Adopt a wrist sling and adjust it properly. The wrist sling eliminates the fear of dropping your bow on release or snatching at it during the shot in a subconscious attempt to prevent losing control of it. Many leave their wrist slings loose to slip their hand in when hurried. But without actual support, the purpose of the wrist sling is largely defeated. Adjust it to support the bow.
4. Surprise Release
Punching the release trigger is a common mistake. An example: The archer aims while the trigger finger is poised over the trigger, like a coiled snake. He then yanks the trigger when the proper pin sweeps into the bullseye. This leads to even bigger problems, such as shot anxiety and target panic.
If using an index-finger release, shorten the extension shank so the jaws hit the first joint of an open palm. At full draw, the trigger should hit the middle joint, instead of the sensitive tip. While triggering, use all fingers as a single unit. This gives you more control and allows you to squeeze more effectively. Aim and allow your sight pin to float over the bullseye. Deliberately create a figure-8 if necessary. Continue to aim. Concentrate on allowing the pin to float and slowly increase trigger pressure until the arrow releases.

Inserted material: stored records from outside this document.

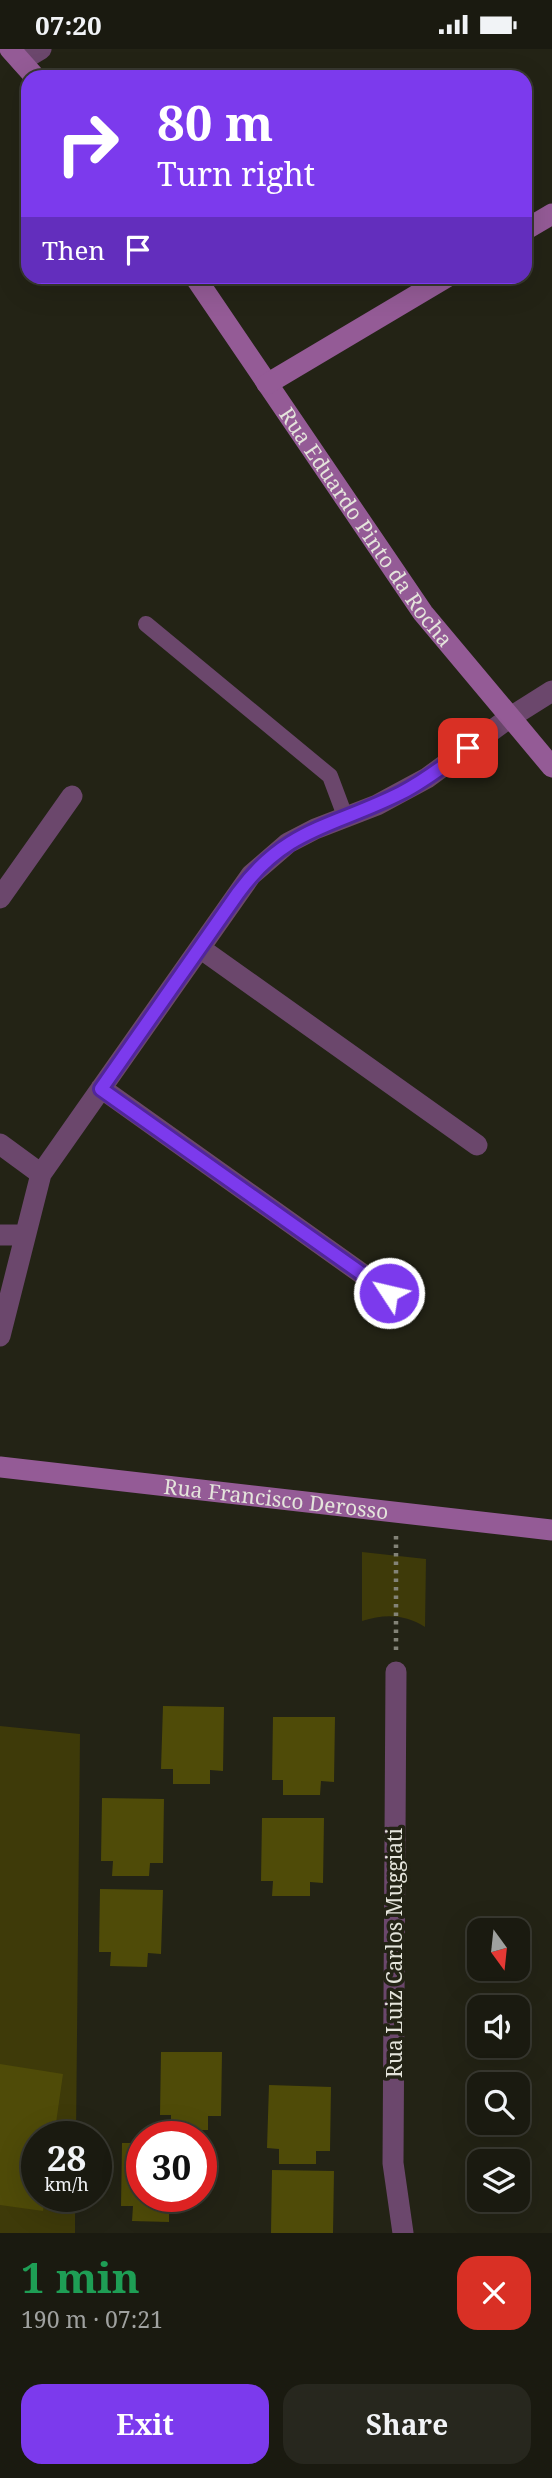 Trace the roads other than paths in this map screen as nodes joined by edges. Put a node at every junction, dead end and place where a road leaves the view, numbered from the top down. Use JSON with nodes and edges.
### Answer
{"nodes":[{"id":1,"x":41,"y":49,"type":"edge"},
{"id":2,"x":22,"y":62,"type":"edge"},
{"id":3,"x":552,"y":213,"type":"edge"},
{"id":4,"x":532,"y":226,"type":"edge"},
{"id":5,"x":200,"y":284,"type":"edge"},
{"id":6,"x":435,"y":284,"type":"edge"},
{"id":7,"x":267,"y":384,"type":"junction"},
{"id":8,"x":146,"y":624,"type":"dead end"},
{"id":9,"x":552,"y":691,"type":"edge"},
{"id":10,"x":509,"y":717,"type":"junction"},
{"id":11,"x":552,"y":767,"type":"edge"},
{"id":12,"x":72,"y":796,"type":"dead end"},
{"id":13,"x":345,"y":816,"type":"junction"},
{"id":14,"x":0,"y":898,"type":"edge"},
{"id":15,"x":200,"y":948,"type":"junction"},
{"id":16,"x":101,"y":1089,"type":"junction"},
{"id":17,"x":0,"y":1144,"type":"edge"},
{"id":18,"x":477,"y":1145,"type":"dead end"},
{"id":19,"x":41,"y":1174,"type":"junction"},
{"id":20,"x":0,"y":1235,"type":"edge"},
{"id":21,"x":26,"y":1235,"type":"junction"},
{"id":22,"x":389,"y":1293,"type":"dead end"},
{"id":23,"x":0,"y":1336,"type":"edge"},
{"id":24,"x":0,"y":1467,"type":"edge"},
{"id":25,"x":552,"y":1531,"type":"edge"},
{"id":26,"x":396,"y":1672,"type":"road end"},
{"id":27,"x":403,"y":2233,"type":"edge"}],
"edges":[{"from":1,"to":2,"type":"street"},
{"from":3,"to":4,"type":"main road"},
{"from":5,"to":7,"type":"main road","name":"Rua Eduardo Pinto da Rocha"},
{"from":6,"to":7,"type":"main road"},
{"from":7,"to":10,"type":"main road","name":"Rua Eduardo Pinto da Rocha"},
{"from":8,"to":13,"type":"lane"},
{"from":9,"to":10,"type":"street"},
{"from":10,"to":11,"type":"main road","name":"Rua Eduardo Pinto da Rocha"},
{"from":10,"to":13,"type":"street"},
{"from":12,"to":14,"type":"street"},
{"from":13,"to":15,"type":"street"},
{"from":15,"to":16,"type":"street"},
{"from":15,"to":18,"type":"street"},
{"from":16,"to":19,"type":"street"},
{"from":16,"to":22,"type":"street"},
{"from":17,"to":19,"type":"street"},
{"from":19,"to":21,"type":"street"},
{"from":20,"to":21,"type":"street"},
{"from":21,"to":23,"type":"street"},
{"from":24,"to":25,"type":"main road","name":"Rua Francisco Derosso"},
{"from":26,"to":27,"type":"street","name":"Rua Luiz Carlos Muggiati"}]}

If trigger-punching habits are bad, ditch the index finger release and use a thumb-activated T-handle release. The shot sequence is the same. It allows the pin to float on the bullseye while aiming. But this time, carefully wrap your thumb around the trigger barrel and pull into the draw to release the arrow. You’re not physically squeezing the shot, but slowly pulling your shoulder blades together to increase the pressure on the limbs against the cam’s draw stops. The draw pressure pulls the trigger barrel into your stationary thumb. This is a true, back-tension surprise release. This method eliminates anxiety and allows you to concentrate on aiming, and it will make you a better shot.
5. Follow Through
The tendency is to jerk the bow down, watching arrows sail away, or simply allowing shooting form to fall apart once the release trigger is pulled. The problem is your timing can physically pull the shot off the mark. When my shooting suffers, I normally get back on track by reminding myself to focus on the follow-through. I continue to aim until the arrow sinks into the target. Follow-through involves intense concentration. It focuses on keeping everything static once the shot cuts. It attempts to hold the pin on the bullseye until impact. Lastly, it requires mentally willing your arrow to go where you want it.